Record extracts -
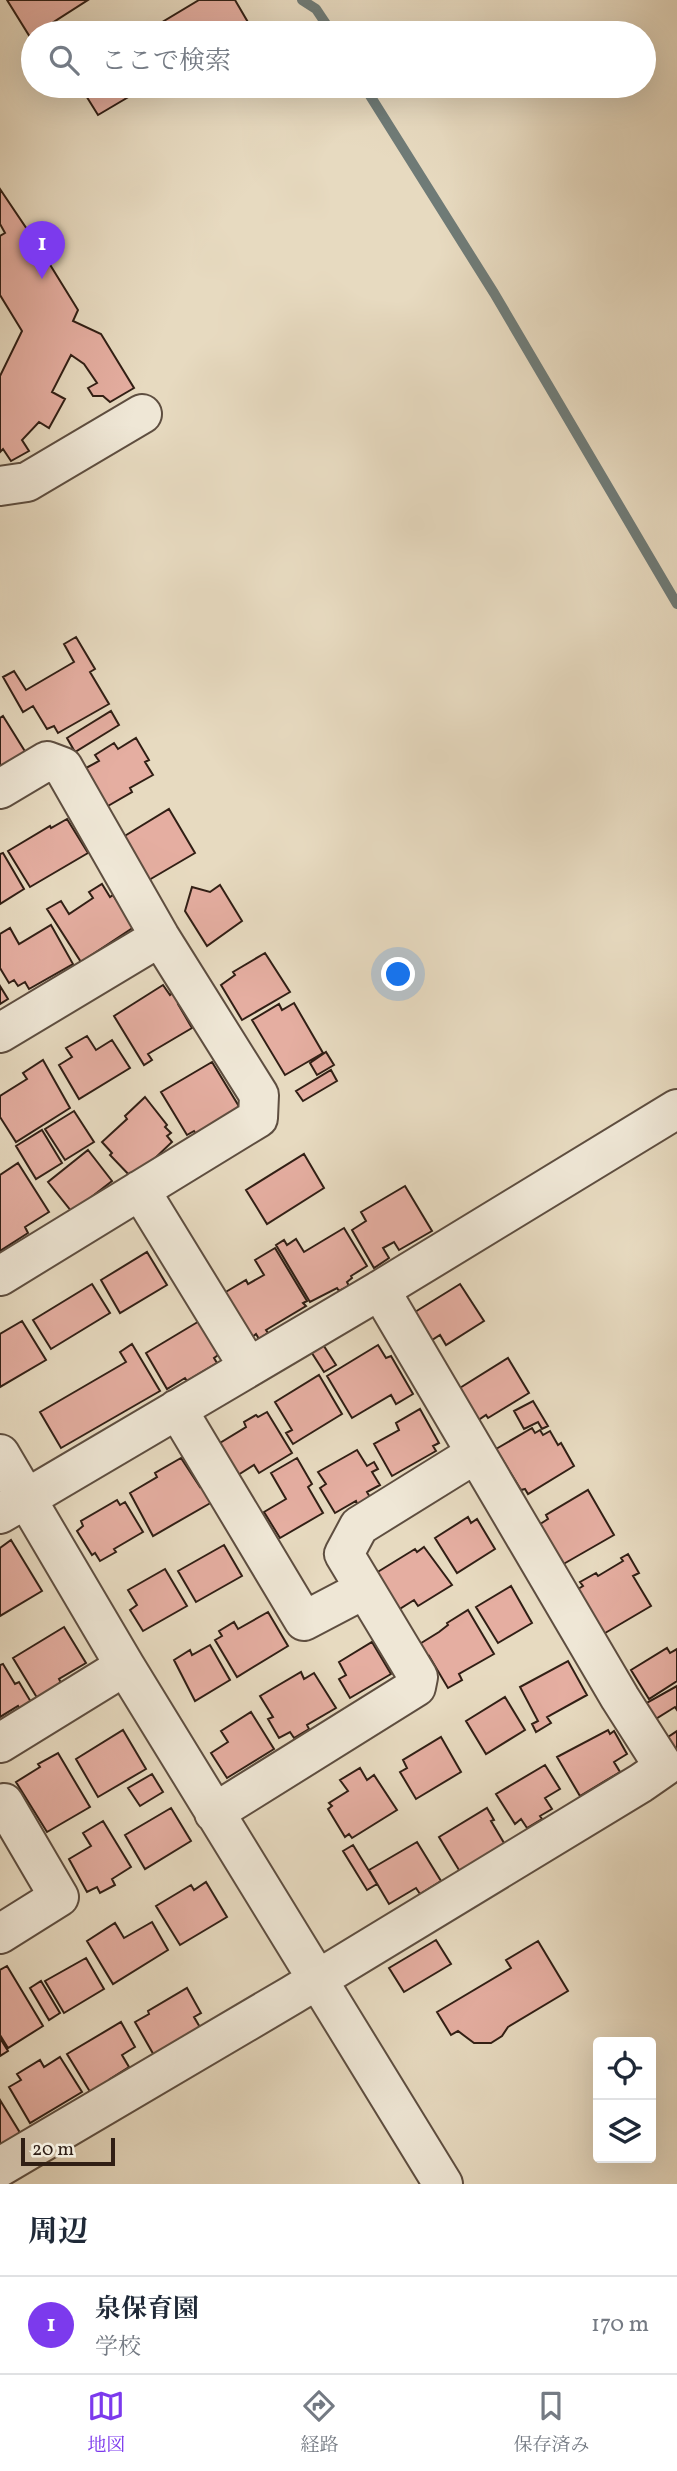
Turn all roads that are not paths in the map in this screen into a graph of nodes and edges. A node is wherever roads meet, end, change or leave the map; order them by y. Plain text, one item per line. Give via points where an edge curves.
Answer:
1 (142, 414) dead end
2 (0, 486) edge
3 (0, 789) edge
4 (160, 937) junction
5 (0, 1033) edge
6 (677, 1109) edge
7 (140, 1190) junction
8 (0, 1276) edge
9 (380, 1290) junction
10 (248, 1366) junction
11 (177, 1409) junction
12 (0, 1454) edge
13 (475, 1454) junction
14 (14, 1506) edge
15 (365, 1589) junction
16 (125, 1666) junction
17 (0, 1743) edge
18 (1, 1801) edge
19 (214, 1813) junction
20 (0, 1934) edge
21 (317, 1979) junction
22 (0, 2167) edge
23 (443, 2184) edge

1 - 2 street via 27,482
3 - 4 street via 47,761 63,767
4 - 5 street
4 - 7 street via 259,1096 258,1118
6 - 9 street
7 - 8 street
7 - 10 street
9 - 10 street
9 - 13 street
10 - 11 street
11 - 14 street
11 - 15 street via 304,1622
12 - 14 street
13 - 15 street via 359,1526 344,1554
13 - 21 street via 664,1767
14 - 16 street
15 - 19 street via 418,1677 416,1687
16 - 17 street
16 - 19 street
18 - 20 street via 59,1898
19 - 21 street
21 - 22 street
21 - 23 street

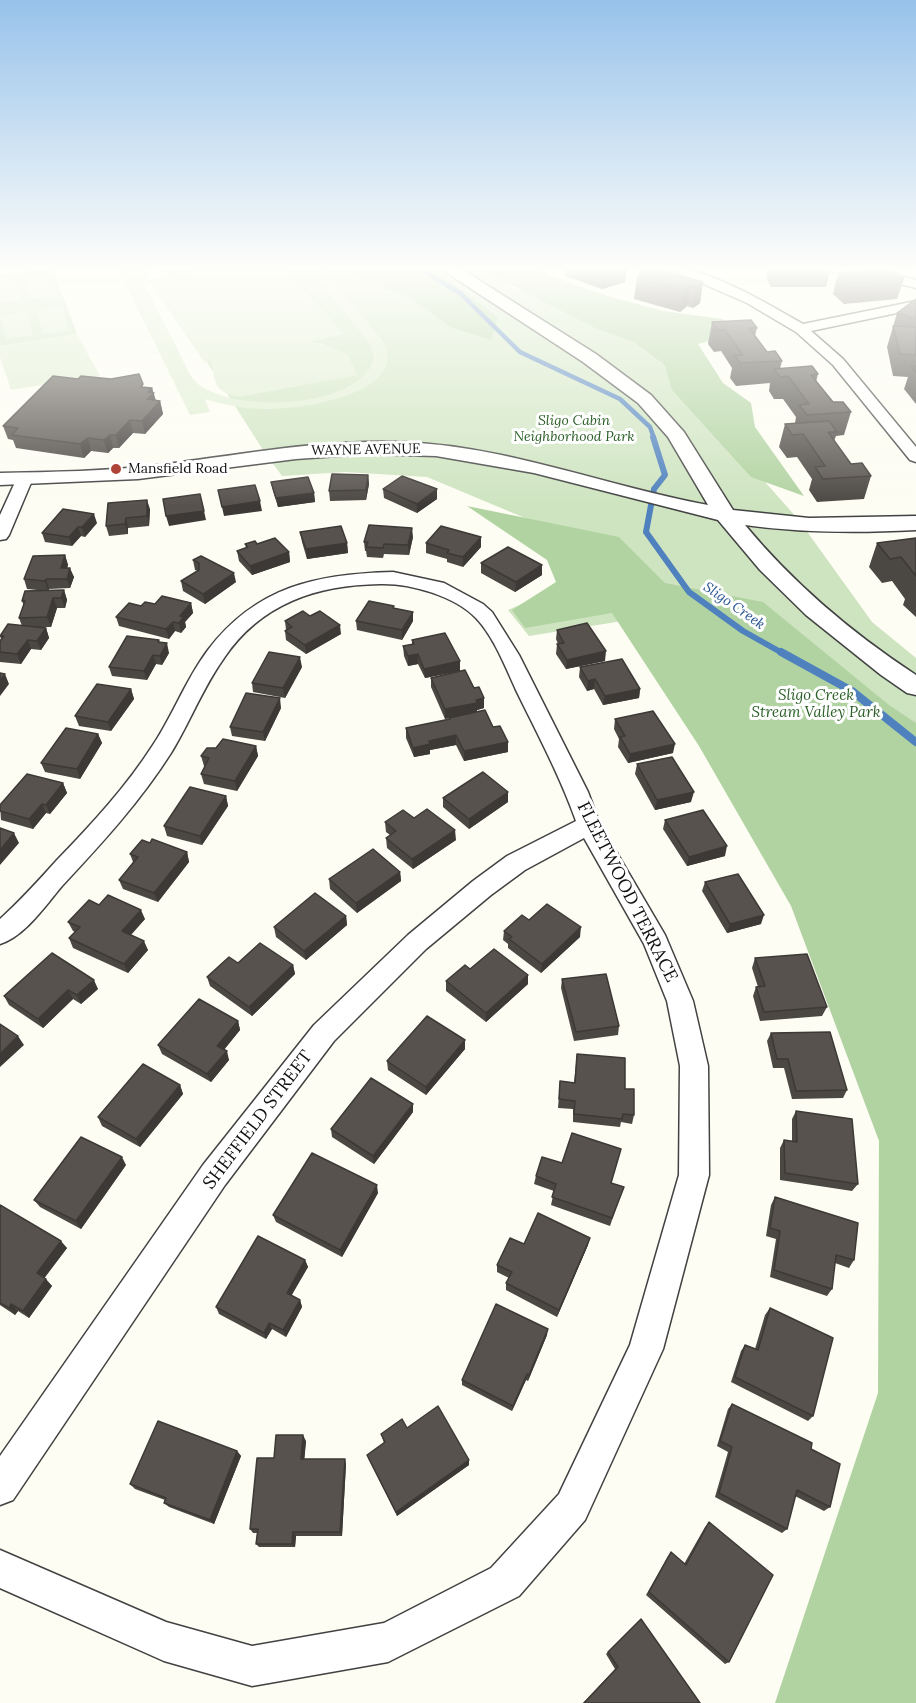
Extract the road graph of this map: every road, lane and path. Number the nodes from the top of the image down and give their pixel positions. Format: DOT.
graph roads {
  1 [pos="573,346"];
  2 [pos="821,346"];
  3 [pos="916,457"];
  4 [pos="25,478"];
  5 [pos="0,479"];
  6 [pos="726,516"];
  7 [pos="916,523"];
  8 [pos="0,535"];
  9 [pos="916,687"];
  10 [pos="589,825"];
  11 [pos="0,934"];
  12 [pos="0,1487"];
  13 [pos="0,1569"];
  1 -- 6 [label="street"];
  2 -- 3 [label="street"];
  4 -- 5 [label="street, WAYNE AVENUE"];
  4 -- 6 [label="street, WAYNE AVENUE"];
  4 -- 8 [label="street"];
  6 -- 7 [label="street, WAYNE AVENUE"];
  6 -- 9 [label="street"];
  10 -- 11 [label="street, FLEETWOOD TERRACE"];
  10 -- 12 [label="street, SHEFFIELD STREET"];
  10 -- 13 [label="street, FLEETWOOD TERRACE"];
}
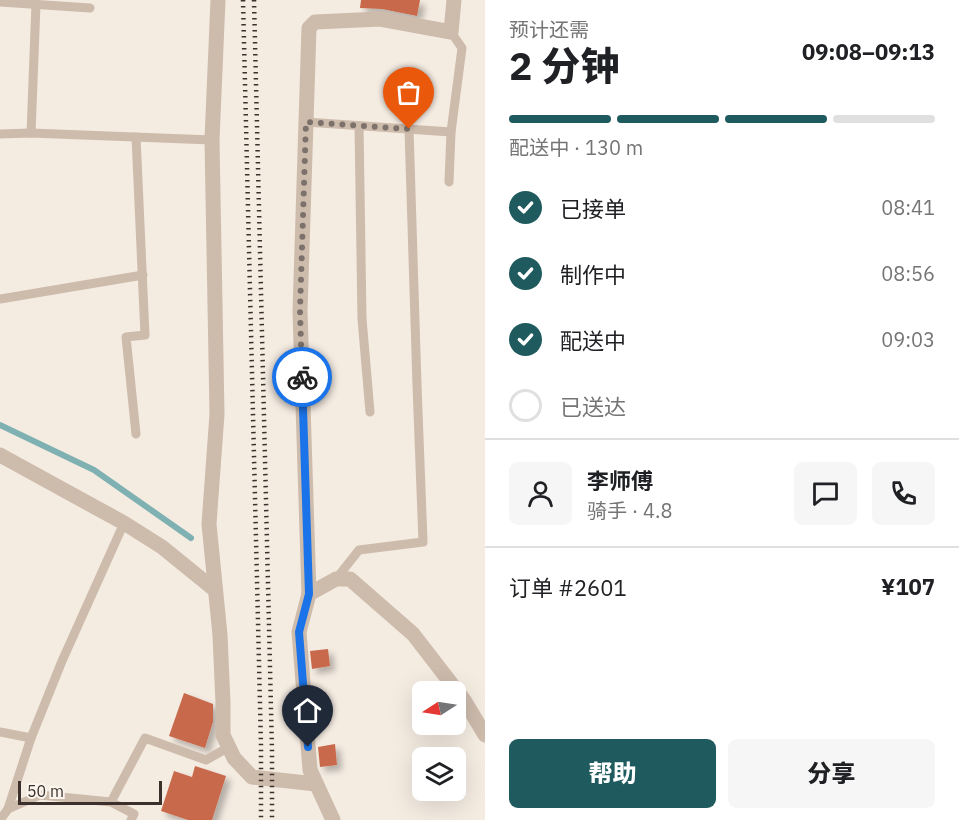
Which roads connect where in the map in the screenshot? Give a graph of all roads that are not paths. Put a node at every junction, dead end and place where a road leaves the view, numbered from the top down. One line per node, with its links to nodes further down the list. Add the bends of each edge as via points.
1 (218, 0): 14 (street)
2 (454, 0): 6 (street)
3 (0, 2): 4 (lane)
4 (36, 4): 5 (lane); 11 (lane)
5 (90, 8)
6 (452, 32): 7 (street, via 380,19 315,22 309,28); 10 (lane, via 462,48)
7 (306, 122): 8 (lane); 24 (street, via 300,311)
8 (359, 126): 9 (lane); 18 (lane, via 362,318)
9 (409, 129): 10 (lane); 22 (lane, via 423,542 358,550)
10 (451, 132): 15 (lane)
11 (31, 133): 12 (lane); 13 (lane)
12 (0, 134)
13 (136, 137): 14 (lane); 16 (lane)
14 (212, 140): 23 (street, via 218,414 209,524)
15 (449, 182)
16 (143, 275): 17 (lane); 19 (lane, via 145,335 126,337)
17 (0, 299)
18 (370, 412)
19 (136, 434)
20 (0, 454): 21 (street)
21 (124, 523): 23 (street, via 162,547); 27 (lane)
22 (336, 579): 24 (street); 26 (street, via 350,579 413,634 464,700)
23 (215, 590): 28 (street, via 223,735)
24 (309, 594): 29 (street, via 299,632 309,770)
25 (0, 732): 27 (lane)
26 (485, 735)
27 (30, 738): 31 (lane)
28 (229, 747): 29 (street, via 252,777); 30 (lane, via 206,760 145,738)
29 (316, 784): 34 (street)
30 (111, 801): 31 (lane, via 40,795); 33 (lane, via 134,814)
31 (8, 809): 32 (lane)
32 (0, 820)
33 (131, 820)
34 (333, 820)

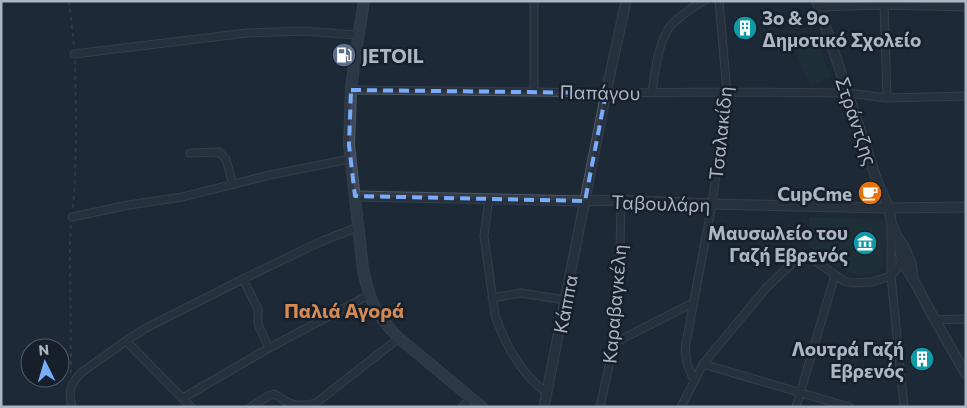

To do -
Once the pictures are removed, print all the remaining data exactly as it stands.

Written solution -
Turn all roads that are not paths in the map in this screen into a graph of nodes and edges. A node is wherever roads meet, end, change or leave the map; order them by y. Plain text, one item per line. Give via points where an edge curves.
Answer:
1 (142, 414) dead end
2 (0, 486) edge
3 (0, 789) edge
4 (160, 937) junction
5 (0, 1033) edge
6 (677, 1109) edge
7 (140, 1190) junction
8 (0, 1276) edge
9 (380, 1290) junction
10 (248, 1366) junction
11 (177, 1409) junction
12 (0, 1454) edge
13 (475, 1454) junction
14 (14, 1506) edge
15 (365, 1589) junction
16 (125, 1666) junction
17 (0, 1743) edge
18 (1, 1801) edge
19 (214, 1813) junction
20 (0, 1934) edge
21 (317, 1979) junction
22 (0, 2167) edge
23 (443, 2184) edge

1 - 2 street via 27,482
3 - 4 street via 47,761 63,767
4 - 5 street
4 - 7 street via 259,1096 258,1118
6 - 9 street
7 - 8 street
7 - 10 street
9 - 10 street
9 - 13 street
10 - 11 street
11 - 14 street
11 - 15 street via 304,1622
12 - 14 street
13 - 15 street via 359,1526 344,1554
13 - 21 street via 664,1767
14 - 16 street
15 - 19 street via 418,1677 416,1687
16 - 17 street
16 - 19 street
18 - 20 street via 59,1898
19 - 21 street
21 - 22 street
21 - 23 street

Extract the road graph of this map: every road, lane and path. Number the nodes from the top of the image down and give their pixel positions. Format: DOT.
graph roads {
  1 [pos="573,346"];
  2 [pos="821,346"];
  3 [pos="916,457"];
  4 [pos="25,478"];
  5 [pos="0,479"];
  6 [pos="726,516"];
  7 [pos="916,523"];
  8 [pos="0,535"];
  9 [pos="916,687"];
  10 [pos="589,825"];
  11 [pos="0,934"];
  12 [pos="0,1487"];
  13 [pos="0,1569"];
  1 -- 6 [label="street"];
  2 -- 3 [label="street"];
  4 -- 5 [label="street, WAYNE AVENUE"];
  4 -- 6 [label="street, WAYNE AVENUE"];
  4 -- 8 [label="street"];
  6 -- 7 [label="street, WAYNE AVENUE"];
  6 -- 9 [label="street"];
  10 -- 11 [label="street, FLEETWOOD TERRACE"];
  10 -- 12 [label="street, SHEFFIELD STREET"];
  10 -- 13 [label="street, FLEETWOOD TERRACE"];
}
Which roads connect where in the map in the screenshot? Give a graph of all roads that are not paths. Put a node at every junction, dead end and place where a road leaves the view, numbered from the top down. One line per node, with its links to nodes further down the list. Add the bends of each edge as via points.
1 (218, 0): 14 (street)
2 (454, 0): 6 (street)
3 (0, 2): 4 (lane)
4 (36, 4): 5 (lane); 11 (lane)
5 (90, 8)
6 (452, 32): 7 (street, via 380,19 315,22 309,28); 10 (lane, via 462,48)
7 (306, 122): 8 (lane); 24 (street, via 300,311)
8 (359, 126): 9 (lane); 18 (lane, via 362,318)
9 (409, 129): 10 (lane); 22 (lane, via 423,542 358,550)
10 (451, 132): 15 (lane)
11 (31, 133): 12 (lane); 13 (lane)
12 (0, 134)
13 (136, 137): 14 (lane); 16 (lane)
14 (212, 140): 23 (street, via 218,414 209,524)
15 (449, 182)
16 (143, 275): 17 (lane); 19 (lane, via 145,335 126,337)
17 (0, 299)
18 (370, 412)
19 (136, 434)
20 (0, 454): 21 (street)
21 (124, 523): 23 (street, via 162,547); 27 (lane)
22 (336, 579): 24 (street); 26 (street, via 350,579 413,634 464,700)
23 (215, 590): 28 (street, via 223,735)
24 (309, 594): 29 (street, via 299,632 309,770)
25 (0, 732): 27 (lane)
26 (485, 735)
27 (30, 738): 31 (lane)
28 (229, 747): 29 (street, via 252,777); 30 (lane, via 206,760 145,738)
29 (316, 784): 34 (street)
30 (111, 801): 31 (lane, via 40,795); 33 (lane, via 134,814)
31 (8, 809): 32 (lane)
32 (0, 820)
33 (131, 820)
34 (333, 820)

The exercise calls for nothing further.